I have the privileges of looking back into my family history. I have the privilege to know that my ancestors voluntarily left their homes in Bavaria and Saxony to immigrate to the United States, to settle on this farm that my family has owned for five generations – featured on the cover of the Co-op 2017 calendar. My past can be celebrated. I can go to German Festivals and eat German food and wear German things. 

Imagine that you come from a people who could never know their own history. This group of people had ancestors that were kidnapped from their homes, hauled on a filthy ship for months at sea, only to be sold into slavery once they got to the United States. It is nearly impossible to tell from which country in Africa their ancestors came from – Senegal, Nigeria, Liberia, Ghana, Cameroon? There is no way to know. But their past, it matters to God. Their present matters to God, and their future matters to God too. Just as much as all of ours lives matter to God.

The Canaanite woman knew that, while her voice and her experience did not matter to the people around her, they mattered to God, and she refused to leave Jesus alone until he listened to her.  

The Canaanite woman would not wait patiently for salvation to be granted to her “in due time.” She instead persists in laying hold of what she knows to be true:

That there is enough Jesus to go around. There is enough room in the Kingdom of God for us to make room for the experiences of our neighbors, no matter how different their experiences may be. Their experiences matter. And when we have heard the stories of our neighbors and hear they have experienced injustice, we must do as Jesus has done – we act. We heal the injury where we can.
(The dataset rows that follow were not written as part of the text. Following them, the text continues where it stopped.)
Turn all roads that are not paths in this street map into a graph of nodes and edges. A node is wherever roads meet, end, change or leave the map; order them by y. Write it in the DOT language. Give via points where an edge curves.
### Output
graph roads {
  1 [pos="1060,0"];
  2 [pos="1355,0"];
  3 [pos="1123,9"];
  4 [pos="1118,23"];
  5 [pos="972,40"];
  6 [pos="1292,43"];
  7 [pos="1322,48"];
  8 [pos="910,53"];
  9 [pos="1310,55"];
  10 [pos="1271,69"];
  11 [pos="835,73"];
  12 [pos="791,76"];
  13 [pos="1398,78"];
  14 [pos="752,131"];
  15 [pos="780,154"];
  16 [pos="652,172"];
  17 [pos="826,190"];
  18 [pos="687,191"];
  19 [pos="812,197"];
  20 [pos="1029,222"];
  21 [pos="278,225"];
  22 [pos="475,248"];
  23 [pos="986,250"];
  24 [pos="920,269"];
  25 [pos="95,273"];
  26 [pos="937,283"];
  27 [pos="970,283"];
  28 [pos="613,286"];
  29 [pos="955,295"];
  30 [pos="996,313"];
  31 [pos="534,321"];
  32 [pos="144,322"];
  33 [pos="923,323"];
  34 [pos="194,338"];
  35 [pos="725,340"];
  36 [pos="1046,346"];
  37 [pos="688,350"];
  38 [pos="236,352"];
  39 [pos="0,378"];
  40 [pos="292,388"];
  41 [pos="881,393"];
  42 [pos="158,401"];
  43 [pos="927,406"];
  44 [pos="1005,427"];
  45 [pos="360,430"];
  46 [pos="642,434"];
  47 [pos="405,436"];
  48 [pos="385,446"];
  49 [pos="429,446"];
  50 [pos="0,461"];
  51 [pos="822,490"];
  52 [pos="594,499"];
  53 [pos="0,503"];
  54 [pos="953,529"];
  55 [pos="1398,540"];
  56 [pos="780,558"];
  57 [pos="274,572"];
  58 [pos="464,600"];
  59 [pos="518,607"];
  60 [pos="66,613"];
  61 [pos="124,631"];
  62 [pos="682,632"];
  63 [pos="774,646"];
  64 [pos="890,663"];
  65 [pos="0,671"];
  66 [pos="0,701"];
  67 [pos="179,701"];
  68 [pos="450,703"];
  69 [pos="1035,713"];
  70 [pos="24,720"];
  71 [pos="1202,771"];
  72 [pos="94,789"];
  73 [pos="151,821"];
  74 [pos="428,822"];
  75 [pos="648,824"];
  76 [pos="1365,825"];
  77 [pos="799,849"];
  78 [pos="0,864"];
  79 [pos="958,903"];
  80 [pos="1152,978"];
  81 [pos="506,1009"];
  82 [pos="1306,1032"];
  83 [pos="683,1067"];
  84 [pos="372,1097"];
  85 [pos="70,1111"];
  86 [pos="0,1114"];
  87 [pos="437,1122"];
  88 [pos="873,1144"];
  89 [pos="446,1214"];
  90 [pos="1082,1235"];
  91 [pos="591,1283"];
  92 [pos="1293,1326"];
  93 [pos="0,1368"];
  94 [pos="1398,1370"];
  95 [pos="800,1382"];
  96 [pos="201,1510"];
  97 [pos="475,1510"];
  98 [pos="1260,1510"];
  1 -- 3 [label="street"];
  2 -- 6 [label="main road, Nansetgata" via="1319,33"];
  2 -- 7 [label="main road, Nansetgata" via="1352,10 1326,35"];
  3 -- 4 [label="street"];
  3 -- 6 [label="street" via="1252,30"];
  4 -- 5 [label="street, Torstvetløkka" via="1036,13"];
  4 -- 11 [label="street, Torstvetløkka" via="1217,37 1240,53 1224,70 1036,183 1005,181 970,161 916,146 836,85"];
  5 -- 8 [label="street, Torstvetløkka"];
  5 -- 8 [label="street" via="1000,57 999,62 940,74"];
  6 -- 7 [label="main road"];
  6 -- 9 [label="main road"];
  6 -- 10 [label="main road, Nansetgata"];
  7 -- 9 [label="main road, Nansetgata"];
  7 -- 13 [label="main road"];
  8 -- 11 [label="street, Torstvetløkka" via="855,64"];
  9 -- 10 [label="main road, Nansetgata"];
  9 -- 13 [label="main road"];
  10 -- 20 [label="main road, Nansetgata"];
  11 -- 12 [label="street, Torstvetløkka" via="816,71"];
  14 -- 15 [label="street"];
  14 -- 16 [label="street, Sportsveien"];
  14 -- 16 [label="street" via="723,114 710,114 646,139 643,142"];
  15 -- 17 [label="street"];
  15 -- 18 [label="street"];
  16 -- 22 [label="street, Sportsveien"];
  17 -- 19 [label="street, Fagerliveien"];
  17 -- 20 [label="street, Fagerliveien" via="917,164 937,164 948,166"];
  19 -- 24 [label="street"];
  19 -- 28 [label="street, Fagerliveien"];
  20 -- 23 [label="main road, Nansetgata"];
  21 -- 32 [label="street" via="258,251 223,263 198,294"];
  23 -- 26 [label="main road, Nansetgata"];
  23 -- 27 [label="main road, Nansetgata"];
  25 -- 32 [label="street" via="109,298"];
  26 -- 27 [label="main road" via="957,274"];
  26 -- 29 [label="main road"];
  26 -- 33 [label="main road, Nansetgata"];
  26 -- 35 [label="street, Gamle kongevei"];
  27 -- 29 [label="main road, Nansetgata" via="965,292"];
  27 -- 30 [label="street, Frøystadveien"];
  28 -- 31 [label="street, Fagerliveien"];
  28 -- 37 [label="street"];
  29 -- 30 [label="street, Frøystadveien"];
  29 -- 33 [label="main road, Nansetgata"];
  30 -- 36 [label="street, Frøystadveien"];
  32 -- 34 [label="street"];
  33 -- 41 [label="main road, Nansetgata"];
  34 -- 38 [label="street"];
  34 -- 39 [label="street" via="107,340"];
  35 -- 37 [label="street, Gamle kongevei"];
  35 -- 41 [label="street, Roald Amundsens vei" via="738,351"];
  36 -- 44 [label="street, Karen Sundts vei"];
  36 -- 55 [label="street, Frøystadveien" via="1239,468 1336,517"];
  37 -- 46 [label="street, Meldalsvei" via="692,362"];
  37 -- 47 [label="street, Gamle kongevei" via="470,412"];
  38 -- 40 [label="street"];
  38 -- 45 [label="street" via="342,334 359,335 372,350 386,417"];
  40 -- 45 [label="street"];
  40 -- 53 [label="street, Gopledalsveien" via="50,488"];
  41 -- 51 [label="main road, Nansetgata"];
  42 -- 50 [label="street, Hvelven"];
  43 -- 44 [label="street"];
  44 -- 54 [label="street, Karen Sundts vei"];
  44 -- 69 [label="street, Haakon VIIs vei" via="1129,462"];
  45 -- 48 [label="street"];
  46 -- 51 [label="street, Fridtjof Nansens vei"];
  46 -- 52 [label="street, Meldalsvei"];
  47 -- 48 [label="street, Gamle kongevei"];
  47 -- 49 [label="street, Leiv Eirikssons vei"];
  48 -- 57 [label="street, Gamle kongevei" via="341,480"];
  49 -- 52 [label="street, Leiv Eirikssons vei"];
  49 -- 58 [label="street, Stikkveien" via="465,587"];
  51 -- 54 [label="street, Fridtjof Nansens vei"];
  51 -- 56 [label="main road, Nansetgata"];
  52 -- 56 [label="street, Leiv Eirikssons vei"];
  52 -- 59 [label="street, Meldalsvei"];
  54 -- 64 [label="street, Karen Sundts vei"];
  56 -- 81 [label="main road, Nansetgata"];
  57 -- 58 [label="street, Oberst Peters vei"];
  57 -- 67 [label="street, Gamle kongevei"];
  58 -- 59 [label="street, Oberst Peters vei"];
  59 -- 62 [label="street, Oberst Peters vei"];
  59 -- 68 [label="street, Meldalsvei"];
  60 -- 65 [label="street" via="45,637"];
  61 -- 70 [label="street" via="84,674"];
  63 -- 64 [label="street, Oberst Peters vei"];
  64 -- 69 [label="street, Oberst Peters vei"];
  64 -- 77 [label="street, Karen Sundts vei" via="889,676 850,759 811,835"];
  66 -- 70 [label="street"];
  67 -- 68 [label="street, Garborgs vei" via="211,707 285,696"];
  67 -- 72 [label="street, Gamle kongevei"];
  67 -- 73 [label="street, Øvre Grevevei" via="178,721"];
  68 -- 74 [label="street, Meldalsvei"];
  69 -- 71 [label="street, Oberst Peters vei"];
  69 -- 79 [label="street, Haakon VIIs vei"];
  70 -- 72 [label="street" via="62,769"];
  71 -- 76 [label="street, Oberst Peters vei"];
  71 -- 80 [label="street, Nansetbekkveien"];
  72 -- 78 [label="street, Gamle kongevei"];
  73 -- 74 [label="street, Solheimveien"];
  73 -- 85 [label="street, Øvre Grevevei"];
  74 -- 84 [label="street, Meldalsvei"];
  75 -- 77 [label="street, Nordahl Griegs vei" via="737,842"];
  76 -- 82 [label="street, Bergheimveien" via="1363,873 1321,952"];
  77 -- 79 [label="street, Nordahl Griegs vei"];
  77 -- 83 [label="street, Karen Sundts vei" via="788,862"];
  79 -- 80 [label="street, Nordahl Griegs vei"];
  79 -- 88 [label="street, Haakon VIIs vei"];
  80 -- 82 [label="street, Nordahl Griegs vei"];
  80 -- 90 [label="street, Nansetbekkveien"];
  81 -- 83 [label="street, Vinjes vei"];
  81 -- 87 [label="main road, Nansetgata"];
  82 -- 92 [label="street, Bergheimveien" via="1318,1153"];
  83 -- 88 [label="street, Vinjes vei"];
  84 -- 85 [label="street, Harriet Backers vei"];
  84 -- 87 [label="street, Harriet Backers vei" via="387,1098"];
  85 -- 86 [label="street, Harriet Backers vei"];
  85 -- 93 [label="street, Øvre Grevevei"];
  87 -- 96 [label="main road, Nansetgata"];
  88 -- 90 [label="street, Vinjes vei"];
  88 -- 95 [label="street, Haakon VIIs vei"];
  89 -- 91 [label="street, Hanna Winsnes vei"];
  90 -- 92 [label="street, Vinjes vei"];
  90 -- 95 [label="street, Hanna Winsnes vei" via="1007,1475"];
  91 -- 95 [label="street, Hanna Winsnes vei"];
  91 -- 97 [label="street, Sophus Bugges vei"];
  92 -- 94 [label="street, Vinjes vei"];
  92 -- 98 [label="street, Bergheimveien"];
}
We cast out the demon that have harmed others where we encounter them – the demons of hate and fear.

First, we listen. Then, we speak. The time is now. No more waiting. No more ignoring the truth or shooing it away.  Justice will not wait until it’s “more convenient.” Truth will not be unseen.

Right now, though, we may only be able to see a glimpse of the vision of peace and justice that God has for the world. Right now, we only get a crumb, just a taste, really, of the final victory feast over sin, death, and the evil in this world. Right now, we are only getting sips of the freedom Jesus has in mind for all of his people.

But the crumbs and the tastes are enough – because we know there is plenty more where that came from. We know what Jesus can do with a little bit of bread and some persistent faith.

On his deathbed, Martin Luther said – We are all beggars. Much later, Sri Lanka pastor D. T. Niles continued his thought by saying - "We are beggars telling other beggars where to find bread." There is more than a crumb for all. There is enough. Amen.